- **PROBLEM DETAILS**:
What lines in the records below mention "main"? List them all.

Saved data entries:
···
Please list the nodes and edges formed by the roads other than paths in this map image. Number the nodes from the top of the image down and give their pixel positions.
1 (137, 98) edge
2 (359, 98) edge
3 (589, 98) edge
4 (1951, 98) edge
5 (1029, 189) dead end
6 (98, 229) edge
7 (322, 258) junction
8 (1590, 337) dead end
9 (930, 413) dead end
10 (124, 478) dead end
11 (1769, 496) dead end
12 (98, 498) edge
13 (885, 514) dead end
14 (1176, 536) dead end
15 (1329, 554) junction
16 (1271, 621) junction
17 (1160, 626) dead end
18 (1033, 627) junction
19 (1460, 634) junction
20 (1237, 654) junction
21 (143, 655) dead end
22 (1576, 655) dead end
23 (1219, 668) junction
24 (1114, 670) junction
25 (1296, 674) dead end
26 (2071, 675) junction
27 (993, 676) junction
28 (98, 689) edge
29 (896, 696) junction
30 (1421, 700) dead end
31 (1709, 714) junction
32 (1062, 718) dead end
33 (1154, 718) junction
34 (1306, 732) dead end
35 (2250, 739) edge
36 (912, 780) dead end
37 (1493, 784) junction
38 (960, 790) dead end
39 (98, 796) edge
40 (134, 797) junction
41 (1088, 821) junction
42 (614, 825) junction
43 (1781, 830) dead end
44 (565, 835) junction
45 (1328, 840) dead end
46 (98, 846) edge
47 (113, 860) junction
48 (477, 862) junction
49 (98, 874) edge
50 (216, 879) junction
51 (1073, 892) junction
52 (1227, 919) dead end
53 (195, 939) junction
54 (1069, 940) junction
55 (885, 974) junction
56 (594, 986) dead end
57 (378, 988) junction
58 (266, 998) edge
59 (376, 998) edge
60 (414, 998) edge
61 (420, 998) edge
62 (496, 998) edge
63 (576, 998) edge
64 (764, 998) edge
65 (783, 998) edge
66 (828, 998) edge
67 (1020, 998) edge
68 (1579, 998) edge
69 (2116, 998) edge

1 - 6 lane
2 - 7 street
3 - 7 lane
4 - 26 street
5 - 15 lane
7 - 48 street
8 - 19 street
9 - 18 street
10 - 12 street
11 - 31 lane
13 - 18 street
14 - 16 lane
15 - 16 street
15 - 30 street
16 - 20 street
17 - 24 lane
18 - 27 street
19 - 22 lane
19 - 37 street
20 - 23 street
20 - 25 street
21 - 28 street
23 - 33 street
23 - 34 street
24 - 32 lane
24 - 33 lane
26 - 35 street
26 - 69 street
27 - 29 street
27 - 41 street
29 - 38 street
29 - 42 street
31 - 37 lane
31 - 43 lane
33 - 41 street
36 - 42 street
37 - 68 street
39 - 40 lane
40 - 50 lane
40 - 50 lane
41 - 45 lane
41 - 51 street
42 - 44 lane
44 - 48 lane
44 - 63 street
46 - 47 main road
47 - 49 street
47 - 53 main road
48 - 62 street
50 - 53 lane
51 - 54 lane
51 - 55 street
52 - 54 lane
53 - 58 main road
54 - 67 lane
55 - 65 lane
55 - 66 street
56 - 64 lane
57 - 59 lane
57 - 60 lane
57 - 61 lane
···
- **COMPLETED TASK**:
46 - 47 main road
47 - 53 main road
53 - 58 main road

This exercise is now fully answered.